Geht man davon aus, daß Hilfe und Herrschaft die widersprüchliche Kernstruktur Sozialer Arbeit bilden, dann ist es möglich, das analytische Potential dieser Konzeptualisierung für die Aufschlüsselung der vorfindlichen Realität sozialer Arbeit zu nutzen. So kann dann etwa nach den jeweiligen proportionalen Anteilen von Hilfe und Herrschaft in konkreten Feldern der Sozialen Arbeit gefragt werden. Oder aber es kann in historischer Perspektive die Aufmerksamkeit darauf gerichtet werden, unter welchen Bedingungen sich die jeweiligen Proportionen etwa in die eine oder die andere Richtung verschoben haben, ob es also - was die Geschichte der Sozialen Arbeit angeht - eine Reduzierung der herrschaftlichen Anteile bei Steigerung des unterstützenden Moments gegeben haben könnte - oder auch das Gegenteil.

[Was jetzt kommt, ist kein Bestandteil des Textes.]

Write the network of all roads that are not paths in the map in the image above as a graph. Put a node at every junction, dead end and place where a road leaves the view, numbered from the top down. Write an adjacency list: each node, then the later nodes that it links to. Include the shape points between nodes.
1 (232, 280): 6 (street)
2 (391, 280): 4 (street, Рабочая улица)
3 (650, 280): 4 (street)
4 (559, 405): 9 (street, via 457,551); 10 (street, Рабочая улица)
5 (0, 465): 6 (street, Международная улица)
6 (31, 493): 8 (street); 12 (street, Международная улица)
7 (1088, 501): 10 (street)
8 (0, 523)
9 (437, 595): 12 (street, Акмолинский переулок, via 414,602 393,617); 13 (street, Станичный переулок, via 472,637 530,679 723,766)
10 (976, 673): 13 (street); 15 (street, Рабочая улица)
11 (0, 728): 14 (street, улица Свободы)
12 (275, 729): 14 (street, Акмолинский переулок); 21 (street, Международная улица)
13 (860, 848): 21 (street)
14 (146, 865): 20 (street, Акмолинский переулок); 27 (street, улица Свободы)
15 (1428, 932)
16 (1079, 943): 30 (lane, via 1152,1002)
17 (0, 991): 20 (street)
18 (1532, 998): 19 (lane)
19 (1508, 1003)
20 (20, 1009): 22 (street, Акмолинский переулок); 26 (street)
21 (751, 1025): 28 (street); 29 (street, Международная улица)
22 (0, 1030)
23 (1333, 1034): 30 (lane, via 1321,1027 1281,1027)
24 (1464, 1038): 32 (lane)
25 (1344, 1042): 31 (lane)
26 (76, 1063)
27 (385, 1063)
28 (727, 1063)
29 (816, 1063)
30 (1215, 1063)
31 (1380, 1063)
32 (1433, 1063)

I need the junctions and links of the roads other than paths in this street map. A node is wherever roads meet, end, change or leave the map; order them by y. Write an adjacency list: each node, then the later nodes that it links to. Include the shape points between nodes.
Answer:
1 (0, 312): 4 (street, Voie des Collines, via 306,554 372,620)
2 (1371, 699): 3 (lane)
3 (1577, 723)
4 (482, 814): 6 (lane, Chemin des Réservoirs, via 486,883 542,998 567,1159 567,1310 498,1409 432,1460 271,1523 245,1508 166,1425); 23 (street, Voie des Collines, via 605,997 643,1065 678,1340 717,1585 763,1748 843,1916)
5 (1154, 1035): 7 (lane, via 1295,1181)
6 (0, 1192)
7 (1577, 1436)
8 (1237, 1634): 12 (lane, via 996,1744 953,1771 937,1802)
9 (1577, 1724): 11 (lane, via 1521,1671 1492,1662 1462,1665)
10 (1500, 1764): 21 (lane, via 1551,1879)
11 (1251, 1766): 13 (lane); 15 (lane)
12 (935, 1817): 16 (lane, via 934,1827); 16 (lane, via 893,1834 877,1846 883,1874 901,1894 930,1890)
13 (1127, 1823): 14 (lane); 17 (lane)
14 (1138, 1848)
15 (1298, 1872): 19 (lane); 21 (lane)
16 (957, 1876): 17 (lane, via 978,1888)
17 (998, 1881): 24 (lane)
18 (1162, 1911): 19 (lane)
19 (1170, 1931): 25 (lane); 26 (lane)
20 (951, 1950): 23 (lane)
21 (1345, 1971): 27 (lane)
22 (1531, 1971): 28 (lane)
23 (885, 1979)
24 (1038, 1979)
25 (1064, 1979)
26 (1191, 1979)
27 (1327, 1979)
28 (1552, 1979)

Ganz gleich auf welcher Ebene wir das Diktum von Hilfe und Herrschaft betrachten: Stets wird davon ausgegangen, daß beide Komponenten dieser widersprüchlichen Einheit - in welchem Mischungsverhältnis auch immer - gegeben sind. So kritisch-analytisch diese Perspektive auch ist, so ist es gleichwohl möglich, daß der Blick darauf verstellt wird, daß durchaus Verhältnisse in der Sozialen Arbeit anzutreffen sind, in denen die Widersprüchlichkeit der Kernstruktur - und damit ihr dynamisches Potential - stillgestellt ist, daß also Herrschaft und Kontrolle ganz abseits von Hilfe und Unterstützung bestehen können, daß Normierung und Disziplinierung für sich zur Realgestalt Sozialer Arbeit werden.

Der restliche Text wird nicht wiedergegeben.